Version: Microsoft SQL Server 2005 – 9.00.4226.00 (X64) May 26 2009
14:58:11 Copyright (c) 1988-2005 Microsoft Corporation Enterprise
Edition (64-bit) on Windows NT 5.2 (Build 3790: Service Pack 2)
32GB RAM
Any help much appreciated.
We use Idera SQL Diagnostic manager.
Results:
DateTime Proc Cache Size MB
23/12/2015 19:19:00 4,165.63
23/12/2015 19:25:00 4,165.71
23/12/2015 19:32:00 4,178.93
23/12/2015 19:38:00 4,175.44
23/12/2015 19:44:00 4,176.87
23/12/2015 19:50:00 4,179.80
23/12/2015 19:57:00 207.16
23/12/2015 20:03:00 459.66
23/12/2015 20:09:00 510.48
23/12/2015 20:15:00 1,795.31
23/12/2015 20:21:00 2,830.94
23/12/2015 20:27:00 2,859.87
23/12/2015 20:34:00 2,877.93
23/12/2015 20:40:00 2,891.94
23/12/2015 20:46:00 2,908.82
23/12/2015 20:52:00 2,921.34
23/12/2015 20:58:00 2,975.92
Best Answer
One reason could be somebody changing options or running sp_configure.
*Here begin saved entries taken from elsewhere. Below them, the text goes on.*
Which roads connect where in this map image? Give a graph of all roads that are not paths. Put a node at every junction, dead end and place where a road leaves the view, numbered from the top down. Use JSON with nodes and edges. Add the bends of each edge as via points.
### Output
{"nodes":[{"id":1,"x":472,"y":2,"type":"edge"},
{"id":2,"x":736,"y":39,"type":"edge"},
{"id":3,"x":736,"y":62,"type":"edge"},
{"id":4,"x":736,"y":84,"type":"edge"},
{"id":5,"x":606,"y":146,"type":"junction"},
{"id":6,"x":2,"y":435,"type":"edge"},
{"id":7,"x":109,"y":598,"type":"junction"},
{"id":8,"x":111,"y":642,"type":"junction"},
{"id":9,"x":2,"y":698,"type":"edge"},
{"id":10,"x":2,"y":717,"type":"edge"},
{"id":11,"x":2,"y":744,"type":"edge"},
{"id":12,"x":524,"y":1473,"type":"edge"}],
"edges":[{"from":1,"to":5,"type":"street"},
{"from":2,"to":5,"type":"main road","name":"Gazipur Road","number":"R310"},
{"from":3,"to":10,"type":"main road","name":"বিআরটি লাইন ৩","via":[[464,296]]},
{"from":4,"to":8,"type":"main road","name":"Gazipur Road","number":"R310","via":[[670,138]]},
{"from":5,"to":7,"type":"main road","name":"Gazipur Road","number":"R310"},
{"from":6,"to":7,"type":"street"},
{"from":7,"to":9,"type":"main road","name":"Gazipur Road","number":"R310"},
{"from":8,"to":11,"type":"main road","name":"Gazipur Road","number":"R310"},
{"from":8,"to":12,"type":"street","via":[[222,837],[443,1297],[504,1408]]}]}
That would be logged in your error log.
Please read this article: Using Sp_configure To Change a Value Will Issue DBCC FREEPROCCACHE
and
The Plan Caching and Recompilation in SQL Server 2012 white paper gives some other possibilities.
Lots of these events should be in your log files.